Sun | Feb 18, 2018

The story of the Quakers - Part II - Evolution and fragmentation

Published:Saturday | April 1, 2017 | 12:00 AM

The Religious Society of Friends, or the Quakers, is regarded as a reformation movement that had its origins in the mid-1650s. George Fox of Leicester, England, is credited as the founder of the society that challenged many of the fundamental beliefs and practices of the more established churches in England and Wales.

Fox and his followers were jailed multiple times as the established churches and the State strongly opposed their beliefs and activities, such as public meetings, which were banned. They were called "ranters" and "anarchists", serious threats to peace and social order, even though their approach was a non-violent one.

But persecution could not stop the Friends, as they were also called, from seeking 'the truth'. The signal from the "Christ from within" or the "inner light" was what they sought, and not the voice of man telling them who God was. They were steadfast in their belief that God was reachable, not living somewhere in Heaven, and by sitting in silent meditation, they would hear His voice.




From persecution in England and Wales, they fled to the British Isles, including Jamaica and North America (as early as 1658), where they were to encounter more opposition. Yet, in the USA, their membership proliferated, as, undaunted, they continued to espouse their perspectives of God and His relationship with mankind. Their influence, like their membership, grew, and the Quakers became pre-eminent social, business, and political affairs in the places where they settled.

In 1681, the Quaker William Penn founded Pennsylvania in a province called New England on the principles of pacifism and religious tolerance. The Quakers believed politics was a divine preoccupation and must be practiced by virtuous men and women in the way God intended it to be. So political activism was encouraged by Penn to encourage peace, justice, equality, charity, and liberty. This foray into politics by the Quakers came to be known as the 'Holy Experiment'.

The Quakers dominated politics in Pennsylvania, even forming the Quaker Party, but they also thrived in the areas of business and farming, and, of course, religion, as they were free from feudal elites, the dictates established by churches, tithes, oaths, taxes, compulsory military service, and war, all of which they opposed. Yet, with all the prosperity that the Quakers of New England experienced, Penn believed that his Holy Experiment was a failure as politics was threatening to shatter the core values of the movement.

It was not only politics that was undermining Quakerism. Social and economic successes were also pulling away the feet from under George's Fox's ideals. Dissenting voices got louder in the 1750s. Dissenters believe that the Quakers' involvement in politics was destroying the movement. They were falling head first into secularism. Strict enforcement of Quaker values, including withdrawal from public office, was demanded by 'reformers'. Social 'deviants' were expelled from the movement, and around the time of the American War of Independence, 1775-76, Quakers withdrew from public offices.

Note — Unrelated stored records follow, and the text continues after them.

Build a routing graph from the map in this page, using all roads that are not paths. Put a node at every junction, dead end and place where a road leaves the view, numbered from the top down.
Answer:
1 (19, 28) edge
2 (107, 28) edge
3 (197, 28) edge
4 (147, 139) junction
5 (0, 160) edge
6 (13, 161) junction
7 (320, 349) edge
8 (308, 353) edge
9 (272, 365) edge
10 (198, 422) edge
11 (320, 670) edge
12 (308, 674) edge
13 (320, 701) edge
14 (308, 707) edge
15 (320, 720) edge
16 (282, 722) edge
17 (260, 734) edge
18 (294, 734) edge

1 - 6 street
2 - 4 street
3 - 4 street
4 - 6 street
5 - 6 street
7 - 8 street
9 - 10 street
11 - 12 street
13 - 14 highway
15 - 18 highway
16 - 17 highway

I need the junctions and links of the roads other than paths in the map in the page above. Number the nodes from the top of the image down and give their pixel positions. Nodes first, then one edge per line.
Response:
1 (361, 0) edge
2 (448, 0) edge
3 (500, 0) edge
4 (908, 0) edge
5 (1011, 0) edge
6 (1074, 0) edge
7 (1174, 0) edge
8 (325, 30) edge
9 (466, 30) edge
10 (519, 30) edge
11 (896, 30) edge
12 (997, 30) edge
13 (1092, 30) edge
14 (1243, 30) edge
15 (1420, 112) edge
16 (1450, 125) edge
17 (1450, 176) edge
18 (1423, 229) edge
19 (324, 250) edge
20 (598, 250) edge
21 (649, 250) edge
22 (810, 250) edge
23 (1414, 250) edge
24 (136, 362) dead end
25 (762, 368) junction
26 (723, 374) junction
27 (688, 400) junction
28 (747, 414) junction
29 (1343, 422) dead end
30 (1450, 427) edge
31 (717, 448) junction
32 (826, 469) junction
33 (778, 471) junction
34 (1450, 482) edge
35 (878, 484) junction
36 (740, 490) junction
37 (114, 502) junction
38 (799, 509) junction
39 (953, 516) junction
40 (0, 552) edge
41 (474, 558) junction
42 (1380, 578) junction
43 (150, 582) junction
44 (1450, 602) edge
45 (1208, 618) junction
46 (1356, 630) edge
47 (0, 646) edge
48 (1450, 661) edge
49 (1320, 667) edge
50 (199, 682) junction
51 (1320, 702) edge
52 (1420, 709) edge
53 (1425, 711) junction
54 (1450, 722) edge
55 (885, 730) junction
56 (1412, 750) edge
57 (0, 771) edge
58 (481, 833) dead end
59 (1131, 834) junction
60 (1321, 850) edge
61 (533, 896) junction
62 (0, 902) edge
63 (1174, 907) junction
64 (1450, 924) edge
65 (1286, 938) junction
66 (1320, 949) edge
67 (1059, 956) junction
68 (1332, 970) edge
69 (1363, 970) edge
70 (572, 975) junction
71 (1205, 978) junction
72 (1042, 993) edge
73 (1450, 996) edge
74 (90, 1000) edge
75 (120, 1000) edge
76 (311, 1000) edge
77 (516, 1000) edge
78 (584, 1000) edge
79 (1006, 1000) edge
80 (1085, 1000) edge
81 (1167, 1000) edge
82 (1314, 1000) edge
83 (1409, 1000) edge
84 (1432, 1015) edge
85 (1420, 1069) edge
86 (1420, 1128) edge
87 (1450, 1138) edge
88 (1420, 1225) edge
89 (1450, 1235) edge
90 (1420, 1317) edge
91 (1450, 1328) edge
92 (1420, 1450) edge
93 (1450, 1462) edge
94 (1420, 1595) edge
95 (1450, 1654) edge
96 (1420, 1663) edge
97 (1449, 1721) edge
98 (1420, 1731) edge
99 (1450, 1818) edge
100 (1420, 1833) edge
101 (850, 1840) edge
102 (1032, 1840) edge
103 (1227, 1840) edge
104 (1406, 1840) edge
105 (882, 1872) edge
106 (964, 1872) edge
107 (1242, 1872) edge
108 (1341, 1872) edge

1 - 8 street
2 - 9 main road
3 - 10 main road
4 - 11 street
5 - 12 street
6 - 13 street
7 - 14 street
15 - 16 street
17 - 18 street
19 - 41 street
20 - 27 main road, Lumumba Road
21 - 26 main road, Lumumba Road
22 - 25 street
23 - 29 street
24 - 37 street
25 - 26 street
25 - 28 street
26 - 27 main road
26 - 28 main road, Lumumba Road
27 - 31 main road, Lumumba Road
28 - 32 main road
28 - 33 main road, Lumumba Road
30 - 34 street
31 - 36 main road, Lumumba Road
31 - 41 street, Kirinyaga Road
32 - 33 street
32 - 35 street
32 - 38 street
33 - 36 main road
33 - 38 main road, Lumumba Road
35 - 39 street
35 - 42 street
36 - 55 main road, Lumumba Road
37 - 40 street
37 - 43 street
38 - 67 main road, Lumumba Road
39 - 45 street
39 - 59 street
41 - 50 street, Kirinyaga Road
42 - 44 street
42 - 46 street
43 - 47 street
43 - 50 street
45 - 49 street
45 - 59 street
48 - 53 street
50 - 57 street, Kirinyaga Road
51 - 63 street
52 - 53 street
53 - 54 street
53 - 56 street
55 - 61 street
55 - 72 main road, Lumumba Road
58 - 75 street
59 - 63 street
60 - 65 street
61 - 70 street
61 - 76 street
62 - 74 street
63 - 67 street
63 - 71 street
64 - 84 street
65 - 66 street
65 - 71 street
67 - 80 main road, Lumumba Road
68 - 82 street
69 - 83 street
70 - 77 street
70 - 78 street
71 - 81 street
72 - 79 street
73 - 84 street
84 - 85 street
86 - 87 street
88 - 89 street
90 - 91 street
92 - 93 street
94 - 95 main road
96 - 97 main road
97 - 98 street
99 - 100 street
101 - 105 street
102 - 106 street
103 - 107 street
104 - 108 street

Over the years, however, the movement became fragmented as members had different perspectives on what Quakerism should be. Nowadays, Quakers have significantly different ways in which they interpret and practise their beliefs. The movement now has roots firmly anchored all over the world, and the original trunk of the Quaker tree has at least four major branches: liberal, conservative, pastoral, and evangelical, in the United States.

The features that distinguish the branches are the manner of worship (unprogrammed, silent worship without pastoral leadership versus programmed services guided by a pastor); emphasis on the author of the Bible versus the authority of the 'inward light'; missionary and evangelical work; and the three organisations in North America - Friends General Conferences, Friends United Meetings, and Evangelical Friends Church International, to which some Quakers are affiliated.

The Quakers' involvement in spreading 'the Truth' and politics was fraught with many challenges, but it was their role in the abolition of slavery, that was perhaps their most arduous undertaking.